Missing persons – how you can help

When a relative or friend is reported missing the focus often centres on the investigation and the way in which the Police and the community are working together to locate the missing person. Once the report has been taken family members and friends may feel isolated, frustrated and helpless that they are not doing enough to help further.

Helping with the search

The following suggestions are useful if you wish to be more actively involved in the search process. It is recommended that you consult with Police or the search agency before undertaking any of the activities.

How to raise awareness about a missing person

  • Raise awareness by printing photographs of the missing person for distribution to the media for national publicity.
  • Create posters that can be displayed in and around the community. Include:
    • a photograph of the missing person
    • details of the last sighting of the missing person
    • a contact telephone number for the public to provide information. The most appropriate telephone number to display is the Police or search agency number, not a private number.
  • Distribute posters and photographs in public areas such as shopping centres, bus stops, railway stations, sporting and entertainment facilities, libraries, police stations, churches and community centres. Keep a list of where posters and photographs have been displayed.

Share information about a missing person

Any information you have relating to the missing person should be given to the Police investigating officer or search agency case manager.

The Police or search agency should be consulted about making a public appeal through the media.
Any information or specific details of any enquiries must be recorded.

What search agencies can and can't do

  • Contact the Salvation Army Family Tracing Service if you are trying to locate a family member or relative who you have lost contact with over time and there are no fears for their safety. This service helps bring families together through its wide international and local network.

    Visit the Salvation Army Family Tracing Service website.
  • The Red Cross can help to resolve the problem of people unaccounted for as a result of armed conflict or internal violence, and can assist their families.

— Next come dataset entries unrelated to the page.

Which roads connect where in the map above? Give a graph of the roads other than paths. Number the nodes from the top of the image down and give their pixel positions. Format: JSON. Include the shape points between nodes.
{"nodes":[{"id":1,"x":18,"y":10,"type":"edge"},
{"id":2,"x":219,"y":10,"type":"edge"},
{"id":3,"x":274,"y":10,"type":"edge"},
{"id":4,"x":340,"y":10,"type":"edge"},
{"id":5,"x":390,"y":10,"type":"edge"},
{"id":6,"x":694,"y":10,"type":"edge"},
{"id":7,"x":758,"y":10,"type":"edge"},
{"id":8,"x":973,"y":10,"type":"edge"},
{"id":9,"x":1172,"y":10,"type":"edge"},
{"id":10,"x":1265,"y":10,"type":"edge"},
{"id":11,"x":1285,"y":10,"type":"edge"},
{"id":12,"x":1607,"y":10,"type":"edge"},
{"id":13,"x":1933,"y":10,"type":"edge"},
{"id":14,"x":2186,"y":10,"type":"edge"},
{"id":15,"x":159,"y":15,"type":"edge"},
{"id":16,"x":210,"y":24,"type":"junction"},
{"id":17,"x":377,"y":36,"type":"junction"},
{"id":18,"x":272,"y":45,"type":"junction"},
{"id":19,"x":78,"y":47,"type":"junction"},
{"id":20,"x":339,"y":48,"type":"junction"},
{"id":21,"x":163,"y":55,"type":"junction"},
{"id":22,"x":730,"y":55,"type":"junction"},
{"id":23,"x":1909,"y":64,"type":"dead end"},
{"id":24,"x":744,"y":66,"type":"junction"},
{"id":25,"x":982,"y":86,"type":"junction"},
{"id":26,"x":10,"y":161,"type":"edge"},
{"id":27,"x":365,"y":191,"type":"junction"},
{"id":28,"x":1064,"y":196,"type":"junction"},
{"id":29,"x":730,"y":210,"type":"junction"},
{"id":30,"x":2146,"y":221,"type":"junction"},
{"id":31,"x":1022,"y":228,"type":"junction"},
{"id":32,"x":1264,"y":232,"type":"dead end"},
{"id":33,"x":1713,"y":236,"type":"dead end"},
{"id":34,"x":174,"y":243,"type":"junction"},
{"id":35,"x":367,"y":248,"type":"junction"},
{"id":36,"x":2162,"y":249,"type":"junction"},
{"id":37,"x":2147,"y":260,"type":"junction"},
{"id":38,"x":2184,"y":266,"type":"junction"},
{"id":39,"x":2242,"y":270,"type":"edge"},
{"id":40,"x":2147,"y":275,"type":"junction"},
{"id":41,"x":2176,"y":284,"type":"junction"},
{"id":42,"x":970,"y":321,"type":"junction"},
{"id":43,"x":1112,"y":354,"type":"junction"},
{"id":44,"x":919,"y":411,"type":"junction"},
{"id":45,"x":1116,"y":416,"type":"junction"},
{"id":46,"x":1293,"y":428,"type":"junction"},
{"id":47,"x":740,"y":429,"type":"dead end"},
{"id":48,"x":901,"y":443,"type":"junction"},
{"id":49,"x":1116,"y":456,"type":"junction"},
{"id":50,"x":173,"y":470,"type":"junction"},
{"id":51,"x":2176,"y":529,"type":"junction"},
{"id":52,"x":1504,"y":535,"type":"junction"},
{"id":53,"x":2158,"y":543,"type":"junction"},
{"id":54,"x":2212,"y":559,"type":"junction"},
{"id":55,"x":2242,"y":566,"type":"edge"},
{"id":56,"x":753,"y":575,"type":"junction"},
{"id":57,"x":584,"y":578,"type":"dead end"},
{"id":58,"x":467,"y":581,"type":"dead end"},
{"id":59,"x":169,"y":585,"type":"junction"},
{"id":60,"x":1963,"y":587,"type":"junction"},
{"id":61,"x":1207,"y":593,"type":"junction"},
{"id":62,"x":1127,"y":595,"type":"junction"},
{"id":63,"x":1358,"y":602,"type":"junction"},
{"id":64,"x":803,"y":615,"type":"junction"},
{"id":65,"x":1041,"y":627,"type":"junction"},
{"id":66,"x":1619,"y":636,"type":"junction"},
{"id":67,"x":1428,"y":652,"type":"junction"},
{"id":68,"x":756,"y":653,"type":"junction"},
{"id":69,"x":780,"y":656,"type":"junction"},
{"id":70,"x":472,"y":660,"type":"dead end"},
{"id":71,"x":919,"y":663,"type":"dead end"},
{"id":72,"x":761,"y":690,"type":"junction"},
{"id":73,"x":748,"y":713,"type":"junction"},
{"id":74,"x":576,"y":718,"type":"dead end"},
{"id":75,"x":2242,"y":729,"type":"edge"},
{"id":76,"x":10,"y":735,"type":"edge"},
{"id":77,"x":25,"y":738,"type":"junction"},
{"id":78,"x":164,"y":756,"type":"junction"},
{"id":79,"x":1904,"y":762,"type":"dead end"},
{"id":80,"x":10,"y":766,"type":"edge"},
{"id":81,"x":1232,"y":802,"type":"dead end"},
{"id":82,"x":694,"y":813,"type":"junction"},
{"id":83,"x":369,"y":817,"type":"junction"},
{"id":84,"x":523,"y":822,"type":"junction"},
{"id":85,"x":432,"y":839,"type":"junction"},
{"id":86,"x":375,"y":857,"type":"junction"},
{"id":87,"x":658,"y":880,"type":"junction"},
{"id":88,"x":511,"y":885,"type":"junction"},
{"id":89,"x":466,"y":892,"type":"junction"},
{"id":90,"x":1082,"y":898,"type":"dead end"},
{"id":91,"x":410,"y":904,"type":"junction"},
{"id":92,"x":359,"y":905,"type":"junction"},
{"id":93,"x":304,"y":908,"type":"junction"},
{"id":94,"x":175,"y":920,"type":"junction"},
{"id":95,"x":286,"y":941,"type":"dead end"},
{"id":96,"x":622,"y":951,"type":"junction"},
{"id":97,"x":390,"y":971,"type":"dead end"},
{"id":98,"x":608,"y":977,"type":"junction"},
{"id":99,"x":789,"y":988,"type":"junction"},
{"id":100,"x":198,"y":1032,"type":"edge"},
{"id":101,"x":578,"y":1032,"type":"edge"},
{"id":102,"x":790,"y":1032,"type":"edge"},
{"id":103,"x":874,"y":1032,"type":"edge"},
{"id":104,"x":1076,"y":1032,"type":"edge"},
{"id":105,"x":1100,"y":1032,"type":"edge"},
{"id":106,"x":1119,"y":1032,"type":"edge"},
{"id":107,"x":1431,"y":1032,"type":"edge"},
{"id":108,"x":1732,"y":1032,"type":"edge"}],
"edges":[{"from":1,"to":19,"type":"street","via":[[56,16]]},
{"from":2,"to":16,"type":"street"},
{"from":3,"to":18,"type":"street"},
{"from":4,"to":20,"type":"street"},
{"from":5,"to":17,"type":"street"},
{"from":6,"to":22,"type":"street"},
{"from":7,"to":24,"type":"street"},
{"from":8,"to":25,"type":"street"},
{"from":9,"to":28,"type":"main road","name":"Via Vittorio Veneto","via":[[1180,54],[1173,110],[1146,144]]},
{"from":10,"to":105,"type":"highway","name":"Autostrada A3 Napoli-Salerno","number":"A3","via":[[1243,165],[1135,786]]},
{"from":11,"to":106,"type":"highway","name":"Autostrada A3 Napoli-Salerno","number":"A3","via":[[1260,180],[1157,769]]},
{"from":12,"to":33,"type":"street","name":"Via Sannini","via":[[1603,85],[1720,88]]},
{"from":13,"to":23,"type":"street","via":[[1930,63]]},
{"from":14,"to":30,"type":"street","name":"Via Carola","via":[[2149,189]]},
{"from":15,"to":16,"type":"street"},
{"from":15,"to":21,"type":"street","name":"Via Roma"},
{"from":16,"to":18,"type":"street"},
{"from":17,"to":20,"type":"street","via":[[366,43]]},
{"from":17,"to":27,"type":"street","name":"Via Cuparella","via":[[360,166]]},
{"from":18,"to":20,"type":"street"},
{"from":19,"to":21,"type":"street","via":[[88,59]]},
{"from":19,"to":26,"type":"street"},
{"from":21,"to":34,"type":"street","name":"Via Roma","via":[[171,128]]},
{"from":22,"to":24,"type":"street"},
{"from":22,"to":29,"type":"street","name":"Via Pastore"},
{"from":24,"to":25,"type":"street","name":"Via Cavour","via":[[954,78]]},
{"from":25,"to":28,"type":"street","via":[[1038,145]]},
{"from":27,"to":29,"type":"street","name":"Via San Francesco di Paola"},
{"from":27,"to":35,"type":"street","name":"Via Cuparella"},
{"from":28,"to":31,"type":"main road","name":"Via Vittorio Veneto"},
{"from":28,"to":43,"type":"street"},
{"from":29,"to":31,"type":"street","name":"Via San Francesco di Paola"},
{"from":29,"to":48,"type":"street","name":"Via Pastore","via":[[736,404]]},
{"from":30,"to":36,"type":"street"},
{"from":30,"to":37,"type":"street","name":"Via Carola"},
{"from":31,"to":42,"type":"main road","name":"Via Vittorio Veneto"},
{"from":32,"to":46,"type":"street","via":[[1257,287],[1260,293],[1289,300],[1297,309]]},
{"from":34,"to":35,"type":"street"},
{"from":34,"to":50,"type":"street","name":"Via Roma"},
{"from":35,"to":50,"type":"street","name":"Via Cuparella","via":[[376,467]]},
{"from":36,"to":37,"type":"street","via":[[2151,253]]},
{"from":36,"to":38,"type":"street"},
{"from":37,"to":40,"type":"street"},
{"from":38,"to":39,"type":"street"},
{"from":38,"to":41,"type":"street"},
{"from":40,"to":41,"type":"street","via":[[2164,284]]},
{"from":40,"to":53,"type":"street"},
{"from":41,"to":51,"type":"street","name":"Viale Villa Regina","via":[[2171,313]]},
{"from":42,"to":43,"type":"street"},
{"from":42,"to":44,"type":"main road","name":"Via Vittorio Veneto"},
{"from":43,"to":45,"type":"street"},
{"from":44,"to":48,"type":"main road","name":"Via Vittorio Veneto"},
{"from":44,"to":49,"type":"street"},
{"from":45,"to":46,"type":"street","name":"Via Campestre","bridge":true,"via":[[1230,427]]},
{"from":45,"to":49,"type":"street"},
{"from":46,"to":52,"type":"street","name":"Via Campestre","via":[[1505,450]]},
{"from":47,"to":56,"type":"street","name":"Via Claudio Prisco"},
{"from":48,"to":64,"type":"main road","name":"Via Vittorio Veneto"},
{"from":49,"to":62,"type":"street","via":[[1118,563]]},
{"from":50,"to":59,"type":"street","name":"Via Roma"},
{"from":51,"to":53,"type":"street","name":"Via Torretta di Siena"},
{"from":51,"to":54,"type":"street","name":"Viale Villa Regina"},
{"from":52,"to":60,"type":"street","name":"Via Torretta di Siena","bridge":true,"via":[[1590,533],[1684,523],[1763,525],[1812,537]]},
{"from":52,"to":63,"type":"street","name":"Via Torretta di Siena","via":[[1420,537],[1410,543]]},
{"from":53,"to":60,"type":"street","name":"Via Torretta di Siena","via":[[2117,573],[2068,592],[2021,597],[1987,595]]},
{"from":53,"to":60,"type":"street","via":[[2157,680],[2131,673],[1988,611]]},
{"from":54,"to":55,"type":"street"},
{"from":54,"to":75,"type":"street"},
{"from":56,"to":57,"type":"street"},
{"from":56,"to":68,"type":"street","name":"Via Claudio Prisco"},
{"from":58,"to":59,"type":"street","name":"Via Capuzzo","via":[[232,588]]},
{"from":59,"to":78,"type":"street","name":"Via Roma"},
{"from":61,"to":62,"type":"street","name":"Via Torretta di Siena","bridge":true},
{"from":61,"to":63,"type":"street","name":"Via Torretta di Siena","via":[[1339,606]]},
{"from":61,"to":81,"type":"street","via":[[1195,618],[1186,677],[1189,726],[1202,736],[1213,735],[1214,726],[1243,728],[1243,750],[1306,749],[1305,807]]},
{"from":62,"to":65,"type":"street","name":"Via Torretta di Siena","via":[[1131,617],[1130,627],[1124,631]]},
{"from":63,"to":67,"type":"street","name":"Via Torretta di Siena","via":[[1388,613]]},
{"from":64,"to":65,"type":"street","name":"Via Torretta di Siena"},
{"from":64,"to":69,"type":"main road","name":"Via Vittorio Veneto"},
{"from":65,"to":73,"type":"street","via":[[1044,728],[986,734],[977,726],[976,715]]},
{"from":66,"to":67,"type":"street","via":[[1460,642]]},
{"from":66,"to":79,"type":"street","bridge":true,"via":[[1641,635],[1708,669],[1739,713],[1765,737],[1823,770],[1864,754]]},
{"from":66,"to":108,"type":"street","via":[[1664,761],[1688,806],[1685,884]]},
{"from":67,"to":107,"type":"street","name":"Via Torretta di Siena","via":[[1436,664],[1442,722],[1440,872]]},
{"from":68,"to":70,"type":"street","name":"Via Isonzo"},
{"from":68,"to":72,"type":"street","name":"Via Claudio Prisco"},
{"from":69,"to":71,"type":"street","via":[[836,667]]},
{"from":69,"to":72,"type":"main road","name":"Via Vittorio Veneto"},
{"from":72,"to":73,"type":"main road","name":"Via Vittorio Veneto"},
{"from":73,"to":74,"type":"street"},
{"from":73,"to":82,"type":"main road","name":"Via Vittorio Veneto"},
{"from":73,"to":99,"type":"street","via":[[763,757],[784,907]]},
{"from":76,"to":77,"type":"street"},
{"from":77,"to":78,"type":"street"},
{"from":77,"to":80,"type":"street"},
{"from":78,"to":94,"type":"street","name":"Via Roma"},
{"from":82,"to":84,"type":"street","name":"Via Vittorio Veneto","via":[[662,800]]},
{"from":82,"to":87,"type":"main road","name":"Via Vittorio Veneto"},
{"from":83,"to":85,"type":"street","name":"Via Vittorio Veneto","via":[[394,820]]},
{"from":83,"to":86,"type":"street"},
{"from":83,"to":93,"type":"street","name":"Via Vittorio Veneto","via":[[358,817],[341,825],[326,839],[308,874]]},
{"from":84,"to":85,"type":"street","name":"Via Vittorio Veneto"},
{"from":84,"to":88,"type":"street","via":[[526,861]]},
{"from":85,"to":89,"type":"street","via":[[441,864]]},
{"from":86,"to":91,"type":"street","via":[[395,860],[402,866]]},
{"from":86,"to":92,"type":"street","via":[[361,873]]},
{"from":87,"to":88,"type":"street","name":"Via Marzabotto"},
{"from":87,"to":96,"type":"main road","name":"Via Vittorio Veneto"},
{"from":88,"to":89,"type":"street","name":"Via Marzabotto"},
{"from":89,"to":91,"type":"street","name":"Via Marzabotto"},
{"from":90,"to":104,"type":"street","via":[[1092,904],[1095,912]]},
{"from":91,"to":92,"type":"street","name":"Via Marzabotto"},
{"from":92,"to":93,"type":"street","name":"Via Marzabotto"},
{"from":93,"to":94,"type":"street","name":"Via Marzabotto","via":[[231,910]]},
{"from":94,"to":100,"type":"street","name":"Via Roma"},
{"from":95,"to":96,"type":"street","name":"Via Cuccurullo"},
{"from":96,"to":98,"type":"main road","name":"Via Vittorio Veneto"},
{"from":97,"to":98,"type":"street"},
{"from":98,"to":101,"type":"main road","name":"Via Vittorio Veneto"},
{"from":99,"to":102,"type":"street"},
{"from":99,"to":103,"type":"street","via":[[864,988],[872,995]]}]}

    Visit the Red Cross website.
  • Ministry of Foreign Affairs and Trade (MFAT)
    Family and friends travelling or working overseas often fail to make contact after being in touch regularly. In many cases this is simply because they are in a location with unreliable postal and telecommunication services.

    What MFAT can do
    MFAT can help you contact someone through their network of overseas posts and links with other foreign missions, after you have exhausted all available avenues of enquiry and are genuinely concerned for their safety.

    What MFAT can't do
    MFAT will not help to find someone unless extensive searches have already been made. They will not help locate individuals involving temporary lack of contact, child custody, maintenance support, debt collection, or provide a tracing service for persons who have simply lost contact with friends or family overseas.

    Visit the Ministry of Foreign Affairs and Trade website.

What you can do on behalf of a missing person

When an investigation is being carried out, there are several things you could do on behalf of the missing person:

  • notify the missing person's employer, business, school or education facility
  • cancel any prearranged social engagements, business appointments or travel plans
  • ensure someone is looking after the missing person's house and pets and arrange for the mail to be collected if they live alone
  • make interim arrangements for outstanding bills, mortgage, rent, insurance or other financial obligations
  • If you notice any unusual activity in the missing person's bank accounts, tell Police.

Your own arrangements

Although the primary focus will be directed towards the investigation and search, your own personal matters need to be taken care of to enable some direction during this difficult time.

  • Advise your employer and discuss the possibility of taking some time off work.
  • When you have investigation and search commitments, arrange for close friends or relatives to take the children to and from school and take care of chores and meals.
  • Inform neighbours of the situation and alert them to the fact police and media will be present in the area.
  • Families of missing persons are often contacted by psychics and clairvoyants who may be genuinely trying to help. Do not feel obliged to deal with them. It may be more appropriate to refer them to the Police investigating officer or search agency case manager.